The guards were Colonel Sweet's Texans. They had been to the front, and used us comparatively well. The pressing need of the Confederacy for fighting men resulted in their being relieved by conscripts, composed of boys under fourteen and men over sixty, and their treatment of us was a little short of barbarous. One of these guards, a boy about twelve years of age, emptied his double-barreled shotgun into a soldier of the 173d New York, and he gave as a reason for this murder that he had promised his mother to "kill a Yankee." On another occasion the prison adjutant, - one Lieutenant McCann, who never entered the prison except on horseback, revolver in hand, - finding at the morning count of prisoners that one of the wards was a man short, and having been told that the man was sick and lying in a brush hut, he rode up to the hut, ordered the man out, and on his not appearing - being in a dying condition and unable to rise - he shot him dead, with the remark, " I'll learn you Yankees to obey my orders." Only the presence of a strong force of armed guards prevented a righteous punishment from being meted out to the murderer then and there. These are but two of many incidents which I could give to illustrate the vindictive feeling which the guards had towards the unfortunate prisoners temporarily left in their power.

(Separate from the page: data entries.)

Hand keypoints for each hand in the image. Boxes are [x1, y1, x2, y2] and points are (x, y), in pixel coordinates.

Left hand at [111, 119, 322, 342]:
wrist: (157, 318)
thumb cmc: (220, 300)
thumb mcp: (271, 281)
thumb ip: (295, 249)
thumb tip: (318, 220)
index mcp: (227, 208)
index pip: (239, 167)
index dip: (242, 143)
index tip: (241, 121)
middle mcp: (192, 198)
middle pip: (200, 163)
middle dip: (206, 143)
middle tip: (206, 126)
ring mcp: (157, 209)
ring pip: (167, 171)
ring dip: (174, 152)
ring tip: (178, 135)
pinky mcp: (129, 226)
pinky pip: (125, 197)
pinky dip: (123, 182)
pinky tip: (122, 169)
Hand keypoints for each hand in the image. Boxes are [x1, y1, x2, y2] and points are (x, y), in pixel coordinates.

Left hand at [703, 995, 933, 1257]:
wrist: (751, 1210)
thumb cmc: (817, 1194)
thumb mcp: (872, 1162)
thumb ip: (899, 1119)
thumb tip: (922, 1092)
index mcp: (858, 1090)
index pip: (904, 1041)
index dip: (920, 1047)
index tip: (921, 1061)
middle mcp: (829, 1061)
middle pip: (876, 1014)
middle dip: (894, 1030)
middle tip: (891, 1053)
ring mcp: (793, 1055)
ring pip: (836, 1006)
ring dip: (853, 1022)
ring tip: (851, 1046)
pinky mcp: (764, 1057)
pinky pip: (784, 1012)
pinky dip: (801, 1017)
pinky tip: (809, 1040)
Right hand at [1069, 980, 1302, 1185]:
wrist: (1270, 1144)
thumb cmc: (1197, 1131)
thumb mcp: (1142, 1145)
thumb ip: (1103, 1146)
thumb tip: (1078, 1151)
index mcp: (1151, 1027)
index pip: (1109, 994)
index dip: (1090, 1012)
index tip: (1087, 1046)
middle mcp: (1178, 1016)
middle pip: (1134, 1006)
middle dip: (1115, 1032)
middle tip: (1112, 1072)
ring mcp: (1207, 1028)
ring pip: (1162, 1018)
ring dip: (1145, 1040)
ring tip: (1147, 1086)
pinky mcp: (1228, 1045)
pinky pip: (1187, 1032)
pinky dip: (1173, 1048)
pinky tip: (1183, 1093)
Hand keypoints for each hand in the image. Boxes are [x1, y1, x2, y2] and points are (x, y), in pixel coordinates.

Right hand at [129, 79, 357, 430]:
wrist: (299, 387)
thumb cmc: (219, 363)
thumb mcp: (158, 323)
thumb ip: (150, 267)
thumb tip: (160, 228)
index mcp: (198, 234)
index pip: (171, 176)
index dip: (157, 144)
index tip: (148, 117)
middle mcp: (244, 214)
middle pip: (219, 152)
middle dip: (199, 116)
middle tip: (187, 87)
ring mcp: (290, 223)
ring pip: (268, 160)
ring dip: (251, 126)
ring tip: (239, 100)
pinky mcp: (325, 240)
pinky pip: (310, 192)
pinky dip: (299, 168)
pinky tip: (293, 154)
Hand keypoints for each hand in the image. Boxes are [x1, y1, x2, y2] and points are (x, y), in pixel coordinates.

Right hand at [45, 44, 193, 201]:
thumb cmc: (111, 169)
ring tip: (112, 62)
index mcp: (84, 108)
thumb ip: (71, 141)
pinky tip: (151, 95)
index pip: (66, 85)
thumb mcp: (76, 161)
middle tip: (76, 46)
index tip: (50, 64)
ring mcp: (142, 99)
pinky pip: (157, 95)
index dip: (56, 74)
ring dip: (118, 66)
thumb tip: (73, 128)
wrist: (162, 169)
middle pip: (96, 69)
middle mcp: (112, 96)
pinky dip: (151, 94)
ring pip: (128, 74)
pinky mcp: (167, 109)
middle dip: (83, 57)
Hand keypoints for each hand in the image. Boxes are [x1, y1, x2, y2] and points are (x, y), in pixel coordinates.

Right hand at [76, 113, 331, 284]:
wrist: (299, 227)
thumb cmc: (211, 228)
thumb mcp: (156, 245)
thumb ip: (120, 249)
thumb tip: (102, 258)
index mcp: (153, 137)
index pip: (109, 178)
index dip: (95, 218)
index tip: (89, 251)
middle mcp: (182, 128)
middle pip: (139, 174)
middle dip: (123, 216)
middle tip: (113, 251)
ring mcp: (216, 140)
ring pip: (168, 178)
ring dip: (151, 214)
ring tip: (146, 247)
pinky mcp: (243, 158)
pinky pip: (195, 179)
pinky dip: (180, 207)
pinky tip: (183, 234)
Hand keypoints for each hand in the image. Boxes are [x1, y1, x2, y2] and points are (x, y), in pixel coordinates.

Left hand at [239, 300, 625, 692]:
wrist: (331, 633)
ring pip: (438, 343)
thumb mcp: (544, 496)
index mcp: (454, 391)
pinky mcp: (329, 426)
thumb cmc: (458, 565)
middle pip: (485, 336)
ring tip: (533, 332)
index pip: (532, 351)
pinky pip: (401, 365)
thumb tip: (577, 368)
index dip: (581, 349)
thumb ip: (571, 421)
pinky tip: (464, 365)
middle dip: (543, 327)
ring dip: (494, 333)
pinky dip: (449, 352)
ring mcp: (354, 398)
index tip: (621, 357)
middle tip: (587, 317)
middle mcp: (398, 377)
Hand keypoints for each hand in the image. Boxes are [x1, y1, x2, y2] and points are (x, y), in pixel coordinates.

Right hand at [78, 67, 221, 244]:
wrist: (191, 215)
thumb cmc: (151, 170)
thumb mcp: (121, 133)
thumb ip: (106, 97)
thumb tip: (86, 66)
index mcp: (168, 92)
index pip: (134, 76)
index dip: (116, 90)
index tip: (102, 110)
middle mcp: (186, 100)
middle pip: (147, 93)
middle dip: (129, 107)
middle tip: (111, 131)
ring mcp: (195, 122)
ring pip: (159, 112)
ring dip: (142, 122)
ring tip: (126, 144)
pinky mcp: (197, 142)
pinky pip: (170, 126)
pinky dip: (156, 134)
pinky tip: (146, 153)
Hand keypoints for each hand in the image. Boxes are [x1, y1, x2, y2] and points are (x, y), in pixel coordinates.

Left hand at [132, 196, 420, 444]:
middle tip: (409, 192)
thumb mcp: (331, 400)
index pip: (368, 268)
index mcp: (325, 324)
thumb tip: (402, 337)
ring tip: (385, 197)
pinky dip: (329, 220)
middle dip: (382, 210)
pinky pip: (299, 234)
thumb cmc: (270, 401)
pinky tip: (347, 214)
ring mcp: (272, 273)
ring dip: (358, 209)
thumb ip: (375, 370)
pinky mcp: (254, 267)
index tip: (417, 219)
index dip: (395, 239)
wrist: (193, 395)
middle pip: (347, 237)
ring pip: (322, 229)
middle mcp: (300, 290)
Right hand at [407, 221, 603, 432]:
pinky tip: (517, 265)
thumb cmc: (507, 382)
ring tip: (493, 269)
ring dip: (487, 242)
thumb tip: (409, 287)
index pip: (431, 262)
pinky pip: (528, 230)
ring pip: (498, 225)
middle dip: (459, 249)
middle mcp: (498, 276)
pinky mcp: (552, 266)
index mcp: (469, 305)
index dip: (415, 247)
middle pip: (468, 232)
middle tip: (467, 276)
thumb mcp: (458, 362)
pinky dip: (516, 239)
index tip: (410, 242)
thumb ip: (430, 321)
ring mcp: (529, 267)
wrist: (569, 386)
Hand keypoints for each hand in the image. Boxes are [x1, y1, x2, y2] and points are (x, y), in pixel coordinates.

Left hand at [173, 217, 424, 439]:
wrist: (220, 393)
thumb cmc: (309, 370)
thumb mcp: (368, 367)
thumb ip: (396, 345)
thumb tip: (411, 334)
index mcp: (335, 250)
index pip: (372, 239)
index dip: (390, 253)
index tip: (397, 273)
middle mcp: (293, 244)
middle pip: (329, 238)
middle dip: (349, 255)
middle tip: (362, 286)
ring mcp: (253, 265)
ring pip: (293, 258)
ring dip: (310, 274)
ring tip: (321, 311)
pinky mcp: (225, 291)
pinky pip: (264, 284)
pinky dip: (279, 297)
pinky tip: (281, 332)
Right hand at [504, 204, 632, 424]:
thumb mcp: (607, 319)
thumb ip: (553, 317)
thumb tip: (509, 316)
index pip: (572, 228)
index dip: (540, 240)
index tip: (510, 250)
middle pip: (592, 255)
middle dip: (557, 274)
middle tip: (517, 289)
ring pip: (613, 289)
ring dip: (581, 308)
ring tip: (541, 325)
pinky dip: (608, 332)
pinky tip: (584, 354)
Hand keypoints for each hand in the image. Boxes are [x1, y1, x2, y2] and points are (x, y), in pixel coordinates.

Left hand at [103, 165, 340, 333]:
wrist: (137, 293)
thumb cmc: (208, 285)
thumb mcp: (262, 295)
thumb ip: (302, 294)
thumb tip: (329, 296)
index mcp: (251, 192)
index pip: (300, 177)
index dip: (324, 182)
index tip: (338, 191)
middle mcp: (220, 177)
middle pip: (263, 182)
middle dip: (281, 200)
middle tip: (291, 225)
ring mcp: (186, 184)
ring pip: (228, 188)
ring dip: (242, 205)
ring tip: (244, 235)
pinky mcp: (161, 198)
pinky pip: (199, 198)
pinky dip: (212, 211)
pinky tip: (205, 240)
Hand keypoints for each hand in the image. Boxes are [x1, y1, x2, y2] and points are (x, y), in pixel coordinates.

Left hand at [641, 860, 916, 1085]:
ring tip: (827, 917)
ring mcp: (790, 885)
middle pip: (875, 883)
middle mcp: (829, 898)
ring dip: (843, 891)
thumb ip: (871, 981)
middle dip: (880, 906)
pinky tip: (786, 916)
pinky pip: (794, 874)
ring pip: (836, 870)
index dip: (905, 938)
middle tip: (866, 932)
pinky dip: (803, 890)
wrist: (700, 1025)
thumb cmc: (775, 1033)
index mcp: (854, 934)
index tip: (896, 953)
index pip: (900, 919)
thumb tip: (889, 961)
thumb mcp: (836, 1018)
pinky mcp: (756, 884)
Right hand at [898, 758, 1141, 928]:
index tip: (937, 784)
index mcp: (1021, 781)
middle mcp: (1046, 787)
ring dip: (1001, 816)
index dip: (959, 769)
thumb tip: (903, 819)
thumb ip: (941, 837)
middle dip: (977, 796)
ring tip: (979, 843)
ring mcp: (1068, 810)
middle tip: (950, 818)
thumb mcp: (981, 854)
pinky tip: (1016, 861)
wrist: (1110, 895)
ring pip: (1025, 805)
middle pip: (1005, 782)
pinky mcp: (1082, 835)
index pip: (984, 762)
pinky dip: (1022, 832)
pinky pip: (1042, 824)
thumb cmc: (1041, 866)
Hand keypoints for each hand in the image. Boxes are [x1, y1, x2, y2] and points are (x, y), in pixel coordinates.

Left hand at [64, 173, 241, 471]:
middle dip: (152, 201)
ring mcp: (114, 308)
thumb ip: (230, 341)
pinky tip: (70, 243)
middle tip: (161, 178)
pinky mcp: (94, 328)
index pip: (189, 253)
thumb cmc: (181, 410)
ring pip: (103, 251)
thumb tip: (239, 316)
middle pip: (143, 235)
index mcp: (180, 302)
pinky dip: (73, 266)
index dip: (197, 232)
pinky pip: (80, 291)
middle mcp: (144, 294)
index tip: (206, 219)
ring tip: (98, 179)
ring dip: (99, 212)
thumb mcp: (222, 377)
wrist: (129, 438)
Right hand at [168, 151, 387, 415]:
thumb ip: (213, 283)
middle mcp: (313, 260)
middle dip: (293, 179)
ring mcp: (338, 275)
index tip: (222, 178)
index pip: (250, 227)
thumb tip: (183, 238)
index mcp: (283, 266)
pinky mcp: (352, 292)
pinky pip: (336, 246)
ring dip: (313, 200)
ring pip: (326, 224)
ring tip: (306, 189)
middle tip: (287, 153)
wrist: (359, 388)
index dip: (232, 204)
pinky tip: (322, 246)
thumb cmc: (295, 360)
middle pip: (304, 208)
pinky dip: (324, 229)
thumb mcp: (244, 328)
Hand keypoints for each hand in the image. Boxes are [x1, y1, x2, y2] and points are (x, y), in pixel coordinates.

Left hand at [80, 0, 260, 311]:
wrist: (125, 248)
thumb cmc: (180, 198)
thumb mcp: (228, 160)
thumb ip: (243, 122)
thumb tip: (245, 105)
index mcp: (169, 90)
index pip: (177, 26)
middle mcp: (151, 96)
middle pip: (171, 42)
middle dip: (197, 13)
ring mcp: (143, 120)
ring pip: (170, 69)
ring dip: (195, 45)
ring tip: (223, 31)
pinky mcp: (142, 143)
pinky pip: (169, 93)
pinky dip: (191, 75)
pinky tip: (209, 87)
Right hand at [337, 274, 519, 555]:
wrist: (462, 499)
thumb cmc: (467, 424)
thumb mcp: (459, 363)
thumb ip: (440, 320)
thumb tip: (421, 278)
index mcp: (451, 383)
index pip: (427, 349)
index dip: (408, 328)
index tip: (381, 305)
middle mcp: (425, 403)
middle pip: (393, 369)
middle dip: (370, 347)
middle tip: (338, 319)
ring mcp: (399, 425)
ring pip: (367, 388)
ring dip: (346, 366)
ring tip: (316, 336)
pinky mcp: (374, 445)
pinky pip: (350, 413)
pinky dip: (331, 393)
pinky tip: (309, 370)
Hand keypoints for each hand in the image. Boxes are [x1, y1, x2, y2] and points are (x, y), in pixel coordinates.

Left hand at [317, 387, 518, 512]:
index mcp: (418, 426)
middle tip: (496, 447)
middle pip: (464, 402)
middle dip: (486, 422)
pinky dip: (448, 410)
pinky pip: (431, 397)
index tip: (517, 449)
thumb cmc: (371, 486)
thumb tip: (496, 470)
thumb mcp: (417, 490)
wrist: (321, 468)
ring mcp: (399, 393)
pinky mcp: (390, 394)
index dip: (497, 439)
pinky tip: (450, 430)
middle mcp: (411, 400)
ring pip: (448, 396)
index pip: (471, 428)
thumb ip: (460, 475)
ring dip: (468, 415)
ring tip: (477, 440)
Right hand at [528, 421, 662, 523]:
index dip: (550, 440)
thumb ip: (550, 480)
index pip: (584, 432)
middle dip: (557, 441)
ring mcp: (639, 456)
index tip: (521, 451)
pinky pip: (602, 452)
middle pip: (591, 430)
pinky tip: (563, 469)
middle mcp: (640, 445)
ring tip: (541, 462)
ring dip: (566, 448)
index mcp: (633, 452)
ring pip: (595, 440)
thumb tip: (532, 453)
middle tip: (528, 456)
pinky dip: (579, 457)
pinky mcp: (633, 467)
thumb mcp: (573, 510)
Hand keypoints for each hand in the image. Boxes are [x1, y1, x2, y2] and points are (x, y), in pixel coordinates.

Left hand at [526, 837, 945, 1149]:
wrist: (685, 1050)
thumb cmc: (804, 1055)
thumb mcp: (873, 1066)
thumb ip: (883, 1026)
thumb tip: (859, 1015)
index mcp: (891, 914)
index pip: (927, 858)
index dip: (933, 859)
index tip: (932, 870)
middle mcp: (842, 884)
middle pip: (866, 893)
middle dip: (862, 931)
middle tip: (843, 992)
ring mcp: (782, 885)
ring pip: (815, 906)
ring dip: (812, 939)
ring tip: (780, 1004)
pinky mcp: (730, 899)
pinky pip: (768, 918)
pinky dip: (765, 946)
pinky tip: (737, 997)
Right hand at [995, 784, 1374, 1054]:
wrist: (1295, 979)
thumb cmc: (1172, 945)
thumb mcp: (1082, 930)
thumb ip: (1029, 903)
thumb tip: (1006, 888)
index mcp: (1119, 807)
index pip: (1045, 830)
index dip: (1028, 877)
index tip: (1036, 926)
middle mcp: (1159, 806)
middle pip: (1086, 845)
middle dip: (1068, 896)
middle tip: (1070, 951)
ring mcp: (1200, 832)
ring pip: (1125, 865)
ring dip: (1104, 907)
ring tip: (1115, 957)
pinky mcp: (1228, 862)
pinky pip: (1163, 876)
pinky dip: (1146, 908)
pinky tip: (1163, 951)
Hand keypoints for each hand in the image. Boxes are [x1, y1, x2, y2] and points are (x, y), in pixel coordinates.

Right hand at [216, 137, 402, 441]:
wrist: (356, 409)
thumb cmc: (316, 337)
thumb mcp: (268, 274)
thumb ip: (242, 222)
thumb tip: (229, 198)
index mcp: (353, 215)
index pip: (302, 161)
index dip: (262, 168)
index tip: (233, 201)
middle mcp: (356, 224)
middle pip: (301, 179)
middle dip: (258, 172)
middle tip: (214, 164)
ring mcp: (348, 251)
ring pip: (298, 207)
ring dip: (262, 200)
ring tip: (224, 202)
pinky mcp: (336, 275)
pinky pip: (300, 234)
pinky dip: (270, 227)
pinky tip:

The long rows of unmarked graves on the hillside at Camp Ford are mute though powerful witnesses of the treatment received by the men confined in the "pen."

Of the thirty-one men who were captured on the 9th of April, 1864, but four remained to tell the story when we again entered our lines on the 27th of May, 1865. A few escaped, and were never heard from; the rest sleep the long sleep that knows no waking, on the hillside at old Camp Ford.

At different times, several hundreds were exchanged, but it was my fortune to remain till the final collapse of the rebellion. Rumors of a parole were prevalent all through the winter's captivity, but it was not until the middle of May, '65, that we were notified that we would be paroled and sent to our lines. The news seemed too good to be true. That afternoon we were paroled and the next morning commenced our march towards Shreveport, where, on our arrival we found things in general disorder. The Confederate soldiers were helping themselves to horses and mules and starting for home.

At Shreveport we were placed upon three steamboats - the Nina Lemus, Judge Fletcher, and General Quitman, and started on our way down the Red river to "God's country."

On the morning of the 27th of May, '65, we entered the Mississippi under a flag of truce, and found ourselves in the presence of a fleet of gunboats over each of which floated the glorious old flag - the flag for which we had endured so much, and whose stripes and stars had been so long only a memory to us.

We landed on the east side of the river, and found campers there waiting to receive us, if I remember rightly, the 48th Ohio, with long rows of fires burning, kettles of meat and "Lincoln coffee" and boxes of hard-tack. We ate and drank our fill for the first time in more than a year.

This ended my captivity - an experience which I am not likely ever to forget.